Coronel Kurtz dijo...

Enhorabuena por el artículo.
Sigue luchando.
Viva el País Leonés.

juanjo dijo...

HOLA RICARDO, ES LA PRIMERA VEZ QUE ENTRO EN TU BLOG, NO LO CONOCÍA Y ME PARECE ESTUPENDO DEL TODO. EL ARTÍCULO DE PRIMERA DIVISIÓN SIN DUDA. AGRADECERTE COMO LEONE´S DE MARAGATERÍA EN EL EXILIO MADRILEÑO, TODO LO QUE HE VISTO EN TU PÁGINA QUE ESTÁS HACIENDO POR NUESTRA TIERRA. CON PERSONAS COMO TU, COMPROMETIDAS Y ADEMÁS PREPARADAS Y FORMADAS, QUIZÁS ALGÚN DIA CONSEGUIREMOS EL ANSIADO SUEÑO DE NUESTRA PROPIA AUTONOMÍA. ÁNIMO, SIGUE ASÍ, JUANJO.

Ricardo Chao Prieto dijo...

Muchas gracias, Juanjo. Comentarios como el tuyo animan mucho.

Gustavo Tabakian dijo...

Estuve leyendo tu trabajo por una amiga mutua.
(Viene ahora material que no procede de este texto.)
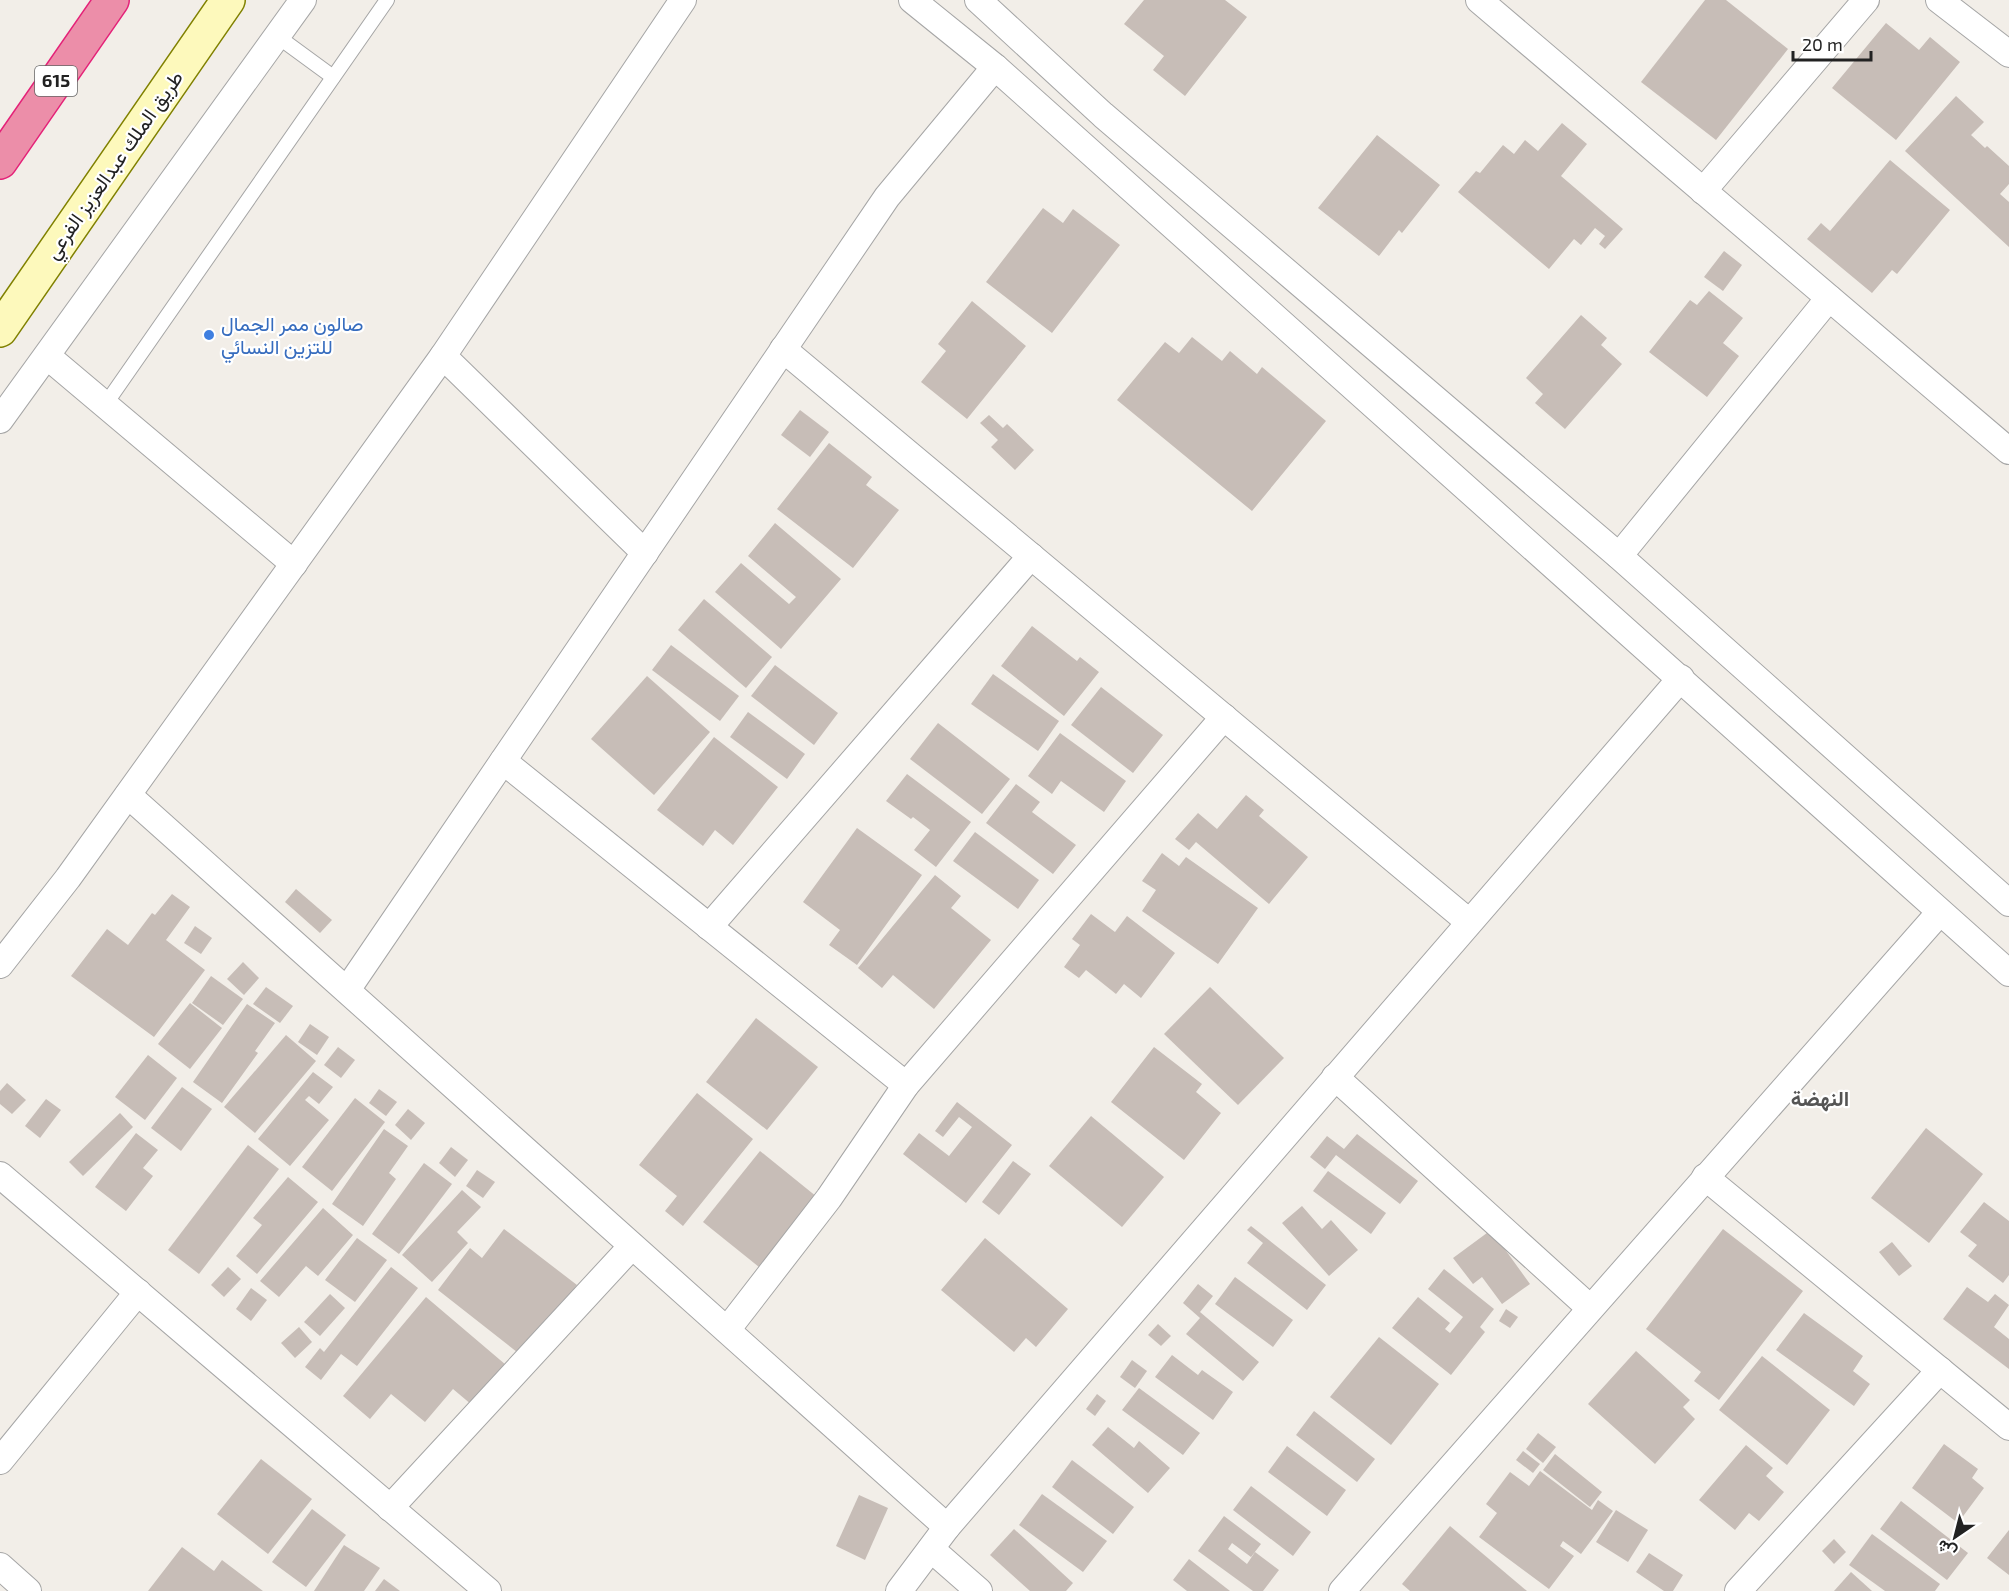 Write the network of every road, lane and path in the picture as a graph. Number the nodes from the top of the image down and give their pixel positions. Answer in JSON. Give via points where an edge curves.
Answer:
{"nodes":[{"id":1,"x":112,"y":0,"type":"edge"},
{"id":2,"x":228,"y":0,"type":"edge"},
{"id":3,"x":303,"y":0,"type":"edge"},
{"id":4,"x":387,"y":0,"type":"edge"},
{"id":5,"x":683,"y":0,"type":"edge"},
{"id":6,"x":912,"y":0,"type":"edge"},
{"id":7,"x":1479,"y":0,"type":"edge"},
{"id":8,"x":1866,"y":0,"type":"edge"},
{"id":9,"x":1940,"y":0,"type":"edge"},
{"id":10,"x":989,"y":4,"type":"edge"},
{"id":11,"x":277,"y":36,"type":"junction"},
{"id":12,"x":2009,"y":54,"type":"edge"},
{"id":13,"x":995,"y":67,"type":"junction"},
{"id":14,"x":333,"y":77,"type":"junction"},
{"id":15,"x":0,"y":162,"type":"edge"},
{"id":16,"x":1703,"y":191,"type":"junction"},
{"id":17,"x":1829,"y":298,"type":"junction"},
{"id":18,"x":0,"y":330,"type":"edge"},
{"id":19,"x":783,"y":349,"type":"junction"},
{"id":20,"x":47,"y":356,"type":"junction"},
{"id":21,"x":443,"y":356,"type":"junction"},
{"id":22,"x":105,"y":405,"type":"junction"},
{"id":23,"x":0,"y":420,"type":"edge"},
{"id":24,"x":2009,"y":451,"type":"edge"},
{"id":25,"x":645,"y":553,"type":"junction"},
{"id":26,"x":1031,"y":556,"type":"junction"},
{"id":27,"x":1619,"y":556,"type":"junction"},
{"id":28,"x":294,"y":564,"type":"junction"},
{"id":29,"x":1681,"y":678,"type":"junction"},
{"id":30,"x":1224,"y":717,"type":"junction"},
{"id":31,"x":503,"y":761,"type":"junction"},
{"id":32,"x":128,"y":795,"type":"junction"},
{"id":33,"x":2009,"y":903,"type":"edge"},
{"id":34,"x":1940,"y":912,"type":"junction"},
{"id":35,"x":1468,"y":922,"type":"junction"},
{"id":36,"x":709,"y":927,"type":"junction"},
{"id":37,"x":0,"y":965,"type":"edge"},
{"id":38,"x":2009,"y":973,"type":"edge"},
{"id":39,"x":347,"y":990,"type":"junction"},
{"id":40,"x":1335,"y":1077,"type":"junction"},
{"id":41,"x":906,"y":1085,"type":"junction"},
{"id":42,"x":0,"y":1175,"type":"edge"},
{"id":43,"x":1705,"y":1177,"type":"junction"},
{"id":44,"x":632,"y":1246,"type":"junction"},
{"id":45,"x":138,"y":1293,"type":"junction"},
{"id":46,"x":1590,"y":1308,"type":"junction"},
{"id":47,"x":727,"y":1330,"type":"junction"},
{"id":48,"x":1940,"y":1370,"type":"junction"},
{"id":49,"x":2009,"y":1427,"type":"edge"},
{"id":50,"x":0,"y":1461,"type":"edge"},
{"id":51,"x":390,"y":1508,"type":"junction"},
{"id":52,"x":947,"y":1527,"type":"junction"},
{"id":53,"x":931,"y":1549,"type":"junction"},
{"id":54,"x":0,"y":1566,"type":"edge"},
{"id":55,"x":28,"y":1591,"type":"edge"},
{"id":56,"x":488,"y":1591,"type":"edge"},
{"id":57,"x":899,"y":1591,"type":"edge"},
{"id":58,"x":980,"y":1591,"type":"edge"},
{"id":59,"x":1342,"y":1591,"type":"edge"},
{"id":60,"x":1738,"y":1591,"type":"edge"}],
"edges":[{"from":1,"to":15,"type":"highway","number":"615"},
{"from":2,"to":18,"type":"main road","name":"طريق الملك عبدالعزيز الفرعي"},
{"from":3,"to":11,"type":"street"},
{"from":4,"to":14,"type":"lane"},
{"from":5,"to":21,"type":"street"},
{"from":6,"to":13,"type":"street"},
{"from":7,"to":16,"type":"street"},
{"from":8,"to":16,"type":"street"},
{"from":9,"to":12,"type":"street"},
{"from":10,"to":27,"type":"street","via":[[1103,115]]},
{"from":11,"to":14,"type":"lane"},
{"from":11,"to":20,"type":"street"},
{"from":13,"to":19,"type":"street","via":[[887,197]]},
{"from":13,"to":29,"type":"street"},
{"from":14,"to":22,"type":"lane"},
{"from":16,"to":17,"type":"street"},
{"from":17,"to":24,"type":"street"},
{"from":17,"to":27,"type":"street"},
{"from":19,"to":25,"type":"street"},
{"from":19,"to":26,"type":"street"},
{"from":20,"to":22,"type":"street"},
{"from":20,"to":23,"type":"street"},
{"from":21,"to":25,"type":"street"},
{"from":21,"to":28,"type":"street"},
{"from":22,"to":28,"type":"street"},
{"from":25,"to":31,"type":"street"},
{"from":26,"to":30,"type":"street"},
{"from":26,"to":36,"type":"street"},
{"from":27,"to":33,"type":"street"},
{"from":28,"to":32,"type":"street"},
{"from":29,"to":34,"type":"street"},
{"from":29,"to":35,"type":"street"},
{"from":30,"to":35,"type":"street"},
{"from":30,"to":41,"type":"street"},
{"from":31,"to":36,"type":"street"},
{"from":31,"to":39,"type":"street"},
{"from":32,"to":37,"type":"street"},
{"from":32,"to":39,"type":"street"},
{"from":34,"to":38,"type":"street"},
{"from":34,"to":43,"type":"street"},
{"from":35,"to":40,"type":"street"},
{"from":36,"to":41,"type":"street"},
{"from":39,"to":44,"type":"street"},
{"from":40,"to":46,"type":"street"},
{"from":40,"to":52,"type":"street"},
{"from":41,"to":47,"type":"street","via":[[829,1198]]},
{"from":42,"to":45,"type":"street"},
{"from":43,"to":46,"type":"street"},
{"from":43,"to":48,"type":"street"},
{"from":44,"to":47,"type":"street"},
{"from":44,"to":51,"type":"street"},
{"from":45,"to":50,"type":"street"},
{"from":45,"to":51,"type":"street"},
{"from":46,"to":59,"type":"street"},
{"from":47,"to":52,"type":"street"},
{"from":48,"to":49,"type":"street"},
{"from":48,"to":60,"type":"street"},
{"from":51,"to":56,"type":"street"},
{"from":52,"to":53,"type":"street"},
{"from":53,"to":57,"type":"street"},
{"from":53,"to":58,"type":"street"},
{"from":54,"to":55,"type":"street"}]}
El león rampante o pasante proviene de Armenia, en particular del reino cruzado de Cilicia. Lo mismo la corona, el águila y otros elementos que Ricardo lleva a Inglaterra.
Entiendo que es difícil hoy en día establecer vínculos por el cambio de enfoque histórico en el sxx por razones que no viene al caso, pero que no son científicas. Pero siendo de ancestros de aquellos lares me atrevo a sugerir su investigación.